The For-You-Page is the most-watched ML system on the planet, and the trap is not scale — it is the snake eating its tail. The ranker boosts videos that already get watched; users see them more; they get watched more; they are boosted more. New videos and new creators starve in the dark. This is echo-chamber bias, and it is not a tuning problem you smooth away later — it is baked into the data the moment you log only what the algorithm chose to show. Every engagement metric you compute is confounded by the ranker's own selection. "This video got an 80% completion rate" tells you nothing, because the ranker only showed it to the people it already believed would finish it.
A weak answer logs impressions and engagements and calls it a recommender. A strong answer notices the missing table — the one that holds the videos the algorithm did not choose — and the missing column — the prediction the model made before it knew the outcome. Without those two, the system can attribute, but it can never measure causality, and a recommender that cannot measure its own causal lift cannot safely improve. So before any boxes and arrows, the working frame for the whole session:
Scope is the first scored dimension, and most candidates skip it. State what you build, what you ignore, and the numbers that shape every later choice. Out of scope here, said explicitly: the candidate-generation and ranking model internals (treated as a callable service that returns scored videos), the video CDN and transcoding stack, trust-and-safety classification, and the recommendation UI. In scope: how an impression becomes a row, how the exploration slice is carved and logged, how the predicted score is frozen for off-policy evaluation, how new rankers roll out under shadow traffic, and how cold-start videos escape the starvation trap.

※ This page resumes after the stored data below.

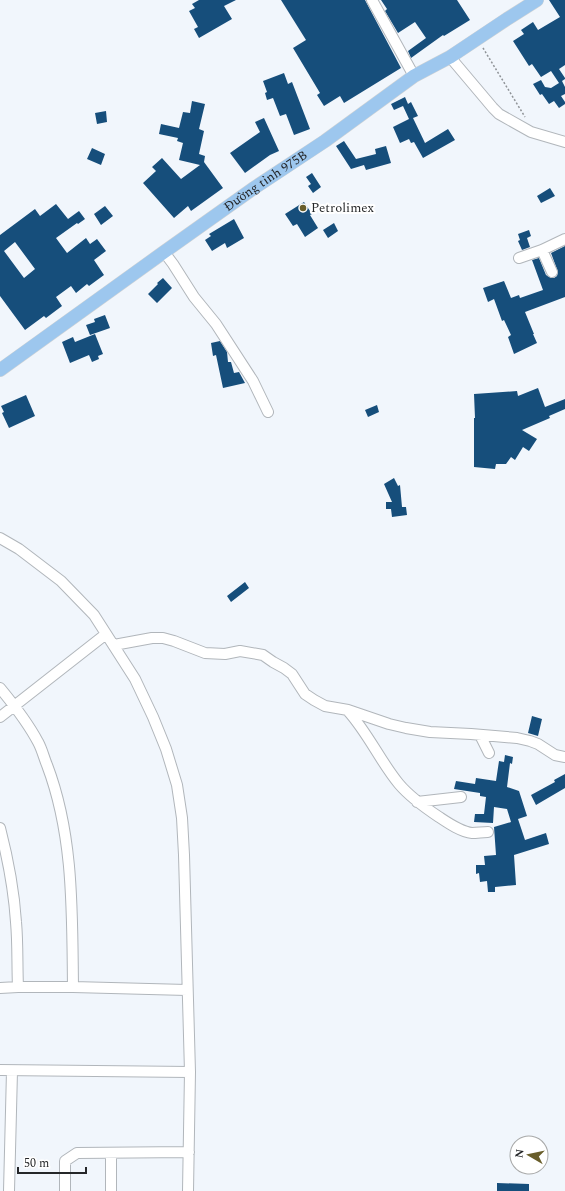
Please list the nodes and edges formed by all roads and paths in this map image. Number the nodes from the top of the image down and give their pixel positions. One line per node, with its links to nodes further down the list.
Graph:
1 (372, 0): 5 (street)
2 (537, 0): 3 (main road, Đường tỉnh 975B)
3 (477, 38): 4 (main road, Đường tỉnh 975B); 6 (path)
4 (450, 57): 5 (main road, Đường tỉnh 975B); 6 (street)
5 (414, 76): 10 (main road, Đường tỉnh 975B)
6 (531, 132): 7 (street)
7 (565, 142)
8 (565, 239): 9 (street)
9 (542, 250): 11 (street); 12 (street)
10 (164, 252): 13 (main road, Đường tỉnh 975B); 14 (street)
11 (519, 258)
12 (552, 272)
13 (0, 370)
14 (268, 412)
15 (0, 538): 16 (street)
16 (106, 634): 17 (street); 19 (street)
17 (114, 645): 20 (street); 32 (street)
18 (0, 688): 19 (street)
19 (15, 706): 21 (street); 30 (street)
20 (348, 710): 22 (street); 26 (street)
21 (0, 717)
22 (480, 735): 23 (street); 24 (street)
23 (489, 753)
24 (565, 757)
25 (461, 797): 26 (street)
26 (417, 802): 28 (street)
27 (0, 828): 29 (street)
28 (488, 832)
29 (18, 987): 30 (street); 31 (street)
30 (73, 987): 32 (street)
31 (0, 988)
32 (187, 990): 35 (street)
33 (0, 1070): 34 (street)
34 (12, 1070): 35 (street); 38 (street)
35 (190, 1072): 36 (street)
36 (189, 1152): 37 (street); 41 (street)
37 (111, 1153): 39 (street); 40 (street)
38 (9, 1191)
39 (65, 1191)
40 (111, 1191)
41 (188, 1191)

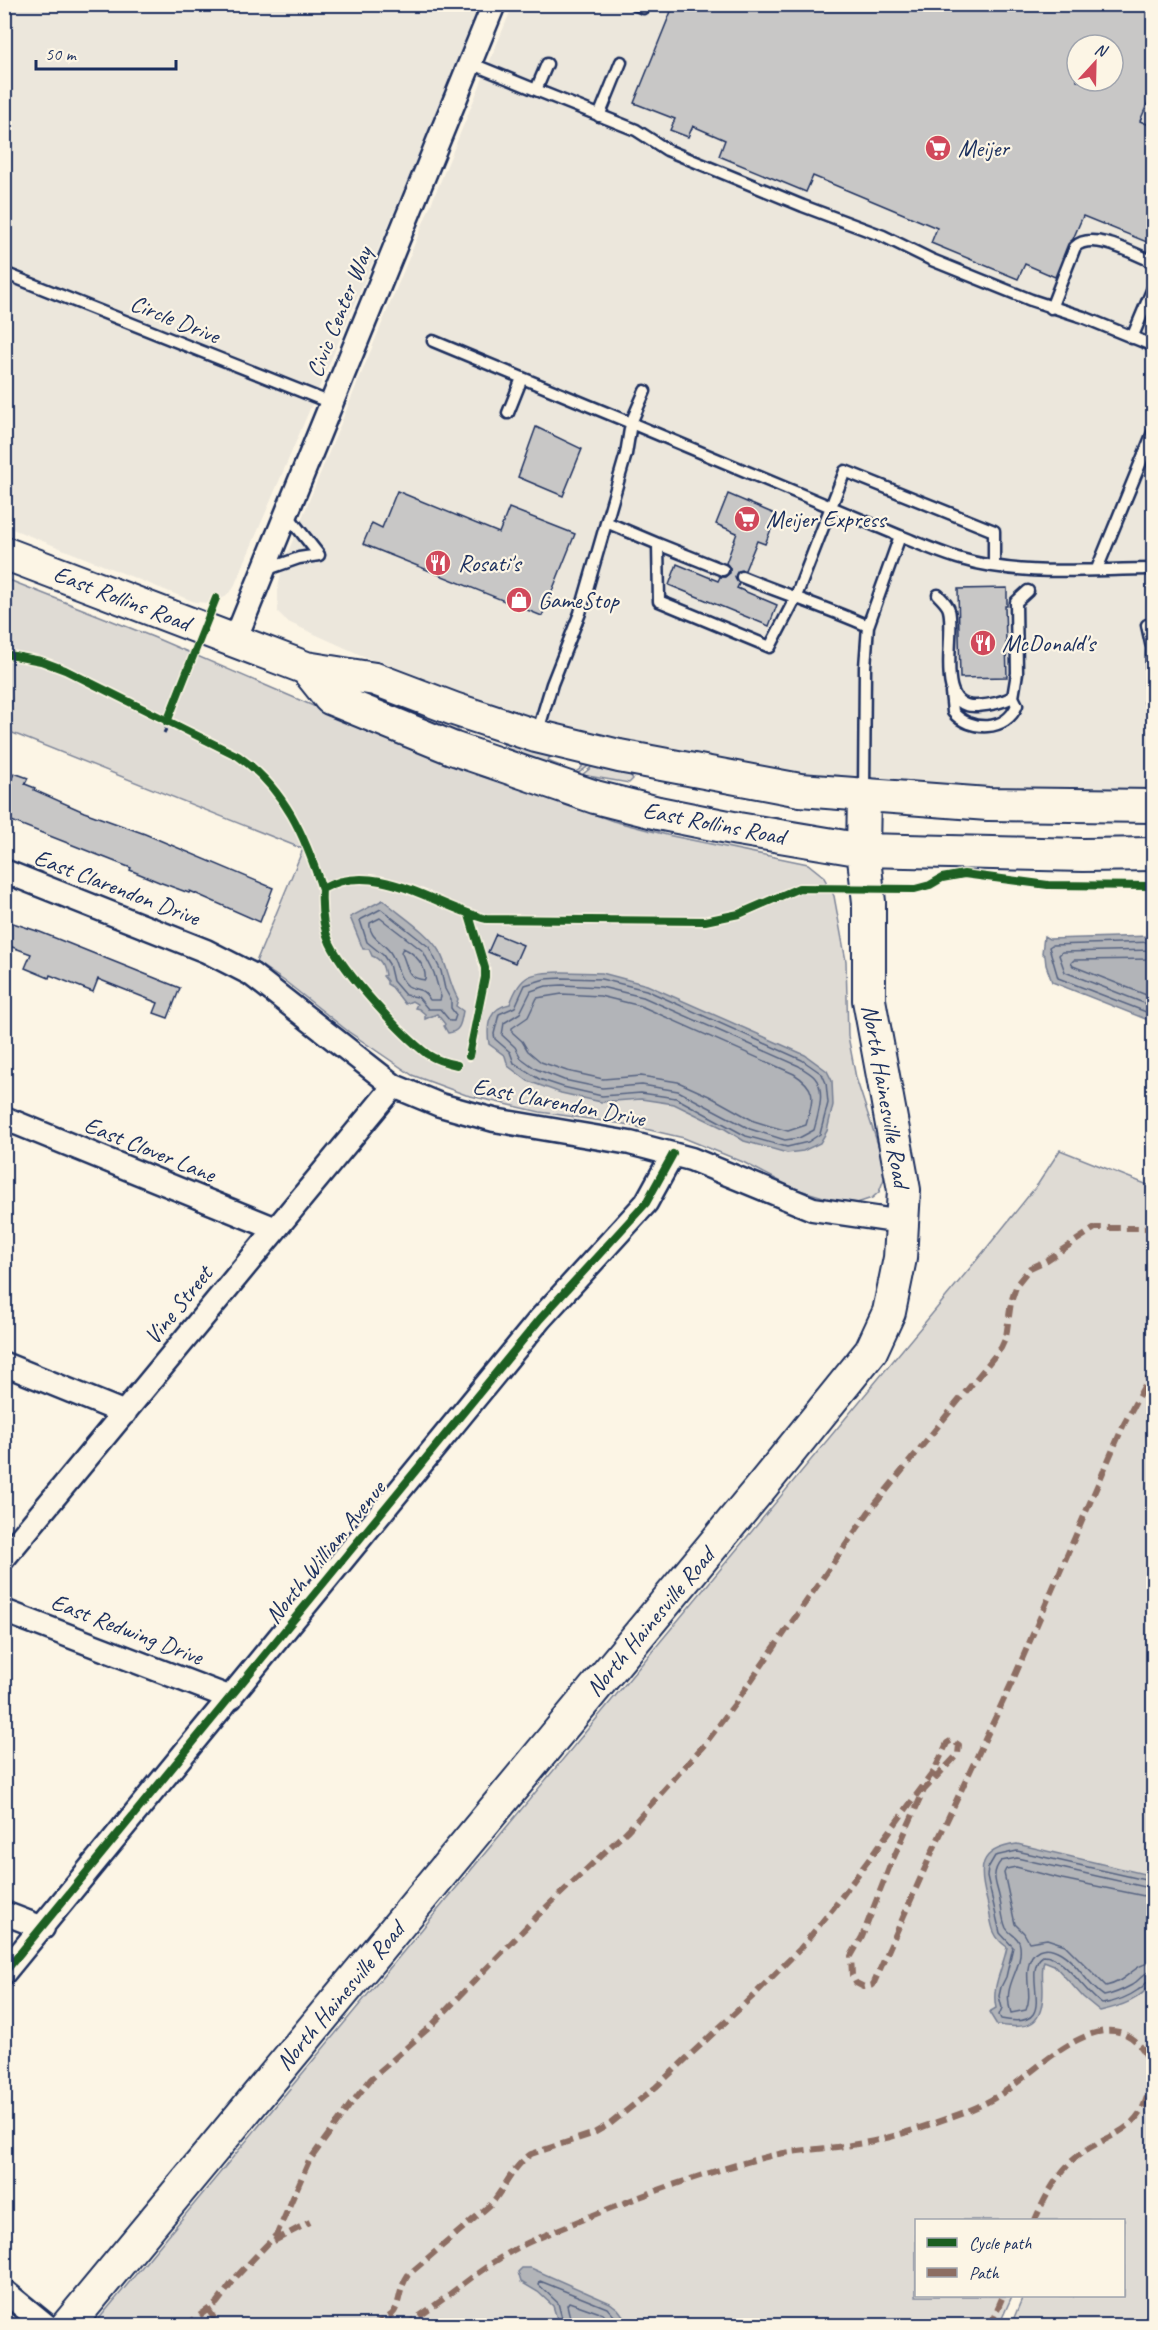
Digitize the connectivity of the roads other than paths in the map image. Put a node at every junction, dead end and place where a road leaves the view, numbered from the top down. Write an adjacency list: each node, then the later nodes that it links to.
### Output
1 (494, 4): 3 (street, Civic Center Way)
2 (621, 62): 6 (lane)
3 (470, 63): 5 (lane); 16 (street, Civic Center Way)
4 (547, 64): 5 (lane)
5 (536, 90): 6 (lane)
6 (599, 116): 10 (lane)
7 (1154, 262): 10 (lane)
8 (4, 273): 16 (lane, Circle Drive)
9 (1153, 288): 11 (lane)
10 (1051, 308): 11 (lane)
11 (1132, 338): 13 (lane)
12 (433, 341): 14 (lane)
13 (1154, 346)
14 (522, 378): 17 (lane); 18 (lane)
15 (645, 391): 18 (lane)
16 (331, 403): 21 (street, Civic Center Way)
17 (508, 413)
18 (631, 423): 20 (lane); 22 (lane)
19 (1154, 430): 28 (lane)
20 (832, 507): 23 (lane); 26 (lane); 34 (lane)
21 (286, 513): 30 (street, Civic Center Way); 30 (lane)
22 (606, 522): 24 (lane); 42 (lane)
23 (900, 536): 26 (lane); 36 (lane)
24 (658, 544): 29 (lane); 34 (lane)
25 (4, 553): 37 (main road, East Rollins Road)
26 (994, 565): 28 (lane)
27 (1154, 568): 28 (lane)
28 (1097, 569)
29 (723, 570)
30 (263, 571): 37 (street, Civic Center Way)
31 (742, 577): 34 (lane)
32 (1028, 591): 40 (lane)
33 (938, 595): 39 (lane)
34 (795, 599): 36 (lane)
35 (1147, 625): 41 (lane)
36 (868, 626): 43 (lane)
37 (236, 640): 38 (main road, East Rollins Road)
38 (306, 668): 42 (main road, East Rollins Road); 45 (main road, East Rollins Road)
39 (951, 692): 40 (lane); 40 (lane)
40 (1013, 697)
41 (1154, 704)
42 (536, 736): 43 (main road, East Rollins Road)
43 (864, 796): 44 (main road, East Rollins Road); 45 (main road, North Hainesville Road)
44 (1154, 807)
45 (863, 850): 46 (main road, East Rollins Road); 51 (main road, North Hainesville Road)
46 (1154, 854)
47 (4, 872): 48 (street, East Clarendon Drive)
48 (394, 1086): 50 (street, East Clarendon Drive); 52 (street, Vine Street)
49 (4, 1118): 52 (street, East Clover Lane)
50 (673, 1154): 51 (street, East Clarendon Drive); 57 (street, North William Avenue)
51 (902, 1222): 63 (main road, North Hainesville Road)
52 (276, 1229): 54 (street, Vine Street)
53 (4, 1364): 54 (street)
54 (125, 1413): 55 (street, Vine Street)
55 (4, 1558)
56 (4, 1611): 57 (street, East Redwing Drive)
57 (231, 1698): 59 (street, North William Avenue)
58 (4, 1912): 59 (street)
59 (43, 1928): 60 (street, North William Avenue)
60 (4, 1973)
61 (4, 2291): 62 (street)
62 (47, 2325)
63 (67, 2325)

Then the envelope math, volunteered rather than extracted. TikTok-shaped numbers:
| Quantity | Estimate | Consequence |
|---|---|---|
| Daily active users | 1,000,000,000 | Sets the dimension cardinality, not the fact size |
| Impressions/day | ≈ 100 B | The firehose — cannot land full-fidelity in the warehouse |
| Serving latency budget | < 200 ms | Score is computed and frozen on the hot path, logged async |
| Exploration slice | 5% ≈ 5 B impressions/day | The control group that shapes the whole architecture |
| Analytics sample | 1% of impressions | Tens of TB/day even sampled; full data in feature store |
| Concurrent ranker versions | 5–10 | Forces model_version on every score row |
| Raw event retention | 30 days | PII; aggregate to durable rollups, expire the raw |
Notice what the numbers say and what they do not. The hundred-billion firehose dictates the sampling and storage tiering — but the row that shapes the architecture, not just the bill, is the 5% exploration slice. Five billion deliberately un-ranked impressions a day is the price of being able to answer the only question that matters: did the algorithm cause the engagement, or did it just take credit for what was going to happen anyway? The rest of this article follows that question.
One feed, two regimes. The serving path splits at the source: 95% of impressions are ranked by the model, 5% are randomized — and both carry a frozen prediction downstream, so that weeks later the analytics layer can subtract one from the other and recover causal truth.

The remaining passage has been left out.